### What to do:
Repeat every entry exactly as given.

### Supplied material:
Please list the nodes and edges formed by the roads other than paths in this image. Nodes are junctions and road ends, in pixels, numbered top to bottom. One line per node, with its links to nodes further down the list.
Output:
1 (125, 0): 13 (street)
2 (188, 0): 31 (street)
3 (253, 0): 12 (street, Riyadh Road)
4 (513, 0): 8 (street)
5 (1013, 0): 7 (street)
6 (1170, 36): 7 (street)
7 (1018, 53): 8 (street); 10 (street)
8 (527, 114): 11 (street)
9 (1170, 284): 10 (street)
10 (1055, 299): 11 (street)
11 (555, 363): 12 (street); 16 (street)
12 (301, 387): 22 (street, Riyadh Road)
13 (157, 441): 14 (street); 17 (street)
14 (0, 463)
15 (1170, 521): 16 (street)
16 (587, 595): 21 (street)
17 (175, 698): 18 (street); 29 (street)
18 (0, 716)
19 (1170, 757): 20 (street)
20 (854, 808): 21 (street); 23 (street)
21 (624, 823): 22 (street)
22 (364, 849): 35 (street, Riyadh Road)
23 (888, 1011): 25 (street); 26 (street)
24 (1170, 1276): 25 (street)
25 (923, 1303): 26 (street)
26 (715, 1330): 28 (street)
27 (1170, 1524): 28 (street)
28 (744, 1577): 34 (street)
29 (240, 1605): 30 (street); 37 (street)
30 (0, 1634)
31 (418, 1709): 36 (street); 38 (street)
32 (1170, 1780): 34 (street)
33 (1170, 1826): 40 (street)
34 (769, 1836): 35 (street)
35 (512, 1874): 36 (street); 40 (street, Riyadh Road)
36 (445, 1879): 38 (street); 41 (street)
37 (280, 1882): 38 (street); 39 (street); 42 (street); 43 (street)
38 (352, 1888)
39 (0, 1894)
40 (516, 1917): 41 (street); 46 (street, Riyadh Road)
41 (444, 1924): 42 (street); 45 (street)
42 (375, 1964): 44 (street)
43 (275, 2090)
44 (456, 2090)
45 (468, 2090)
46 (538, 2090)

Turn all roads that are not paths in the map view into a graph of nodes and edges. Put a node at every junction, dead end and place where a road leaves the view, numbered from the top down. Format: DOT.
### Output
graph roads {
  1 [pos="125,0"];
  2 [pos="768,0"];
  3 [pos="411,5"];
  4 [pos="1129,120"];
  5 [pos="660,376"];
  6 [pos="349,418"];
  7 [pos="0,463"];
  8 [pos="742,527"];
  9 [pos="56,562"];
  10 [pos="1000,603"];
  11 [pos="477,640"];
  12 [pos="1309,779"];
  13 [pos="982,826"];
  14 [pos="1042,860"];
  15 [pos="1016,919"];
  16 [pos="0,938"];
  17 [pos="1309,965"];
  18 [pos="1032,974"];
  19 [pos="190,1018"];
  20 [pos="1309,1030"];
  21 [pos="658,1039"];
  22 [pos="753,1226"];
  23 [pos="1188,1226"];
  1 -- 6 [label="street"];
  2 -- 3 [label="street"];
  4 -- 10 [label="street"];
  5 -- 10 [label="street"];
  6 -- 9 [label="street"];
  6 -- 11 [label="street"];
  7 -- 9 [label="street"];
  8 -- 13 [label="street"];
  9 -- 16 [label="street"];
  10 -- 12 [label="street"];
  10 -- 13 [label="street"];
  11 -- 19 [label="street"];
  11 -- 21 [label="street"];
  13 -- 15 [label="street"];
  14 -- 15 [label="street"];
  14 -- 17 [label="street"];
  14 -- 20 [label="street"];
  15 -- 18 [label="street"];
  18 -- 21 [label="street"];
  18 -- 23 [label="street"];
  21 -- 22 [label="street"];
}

### The completed task:
Please list the nodes and edges formed by the roads other than paths in this image. Nodes are junctions and road ends, in pixels, numbered top to bottom. One line per node, with its links to nodes further down the list.
Output:
1 (125, 0): 13 (street)
2 (188, 0): 31 (street)
3 (253, 0): 12 (street, Riyadh Road)
4 (513, 0): 8 (street)
5 (1013, 0): 7 (street)
6 (1170, 36): 7 (street)
7 (1018, 53): 8 (street); 10 (street)
8 (527, 114): 11 (street)
9 (1170, 284): 10 (street)
10 (1055, 299): 11 (street)
11 (555, 363): 12 (street); 16 (street)
12 (301, 387): 22 (street, Riyadh Road)
13 (157, 441): 14 (street); 17 (street)
14 (0, 463)
15 (1170, 521): 16 (street)
16 (587, 595): 21 (street)
17 (175, 698): 18 (street); 29 (street)
18 (0, 716)
19 (1170, 757): 20 (street)
20 (854, 808): 21 (street); 23 (street)
21 (624, 823): 22 (street)
22 (364, 849): 35 (street, Riyadh Road)
23 (888, 1011): 25 (street); 26 (street)
24 (1170, 1276): 25 (street)
25 (923, 1303): 26 (street)
26 (715, 1330): 28 (street)
27 (1170, 1524): 28 (street)
28 (744, 1577): 34 (street)
29 (240, 1605): 30 (street); 37 (street)
30 (0, 1634)
31 (418, 1709): 36 (street); 38 (street)
32 (1170, 1780): 34 (street)
33 (1170, 1826): 40 (street)
34 (769, 1836): 35 (street)
35 (512, 1874): 36 (street); 40 (street, Riyadh Road)
36 (445, 1879): 38 (street); 41 (street)
37 (280, 1882): 38 (street); 39 (street); 42 (street); 43 (street)
38 (352, 1888)
39 (0, 1894)
40 (516, 1917): 41 (street); 46 (street, Riyadh Road)
41 (444, 1924): 42 (street); 45 (street)
42 (375, 1964): 44 (street)
43 (275, 2090)
44 (456, 2090)
45 (468, 2090)
46 (538, 2090)

Turn all roads that are not paths in the map view into a graph of nodes and edges. Put a node at every junction, dead end and place where a road leaves the view, numbered from the top down. Format: DOT.
### Output
graph roads {
  1 [pos="125,0"];
  2 [pos="768,0"];
  3 [pos="411,5"];
  4 [pos="1129,120"];
  5 [pos="660,376"];
  6 [pos="349,418"];
  7 [pos="0,463"];
  8 [pos="742,527"];
  9 [pos="56,562"];
  10 [pos="1000,603"];
  11 [pos="477,640"];
  12 [pos="1309,779"];
  13 [pos="982,826"];
  14 [pos="1042,860"];
  15 [pos="1016,919"];
  16 [pos="0,938"];
  17 [pos="1309,965"];
  18 [pos="1032,974"];
  19 [pos="190,1018"];
  20 [pos="1309,1030"];
  21 [pos="658,1039"];
  22 [pos="753,1226"];
  23 [pos="1188,1226"];
  1 -- 6 [label="street"];
  2 -- 3 [label="street"];
  4 -- 10 [label="street"];
  5 -- 10 [label="street"];
  6 -- 9 [label="street"];
  6 -- 11 [label="street"];
  7 -- 9 [label="street"];
  8 -- 13 [label="street"];
  9 -- 16 [label="street"];
  10 -- 12 [label="street"];
  10 -- 13 [label="street"];
  11 -- 19 [label="street"];
  11 -- 21 [label="street"];
  13 -- 15 [label="street"];
  14 -- 15 [label="street"];
  14 -- 17 [label="street"];
  14 -- 20 [label="street"];
  15 -- 18 [label="street"];
  18 -- 21 [label="street"];
  18 -- 23 [label="street"];
  21 -- 22 [label="street"];
}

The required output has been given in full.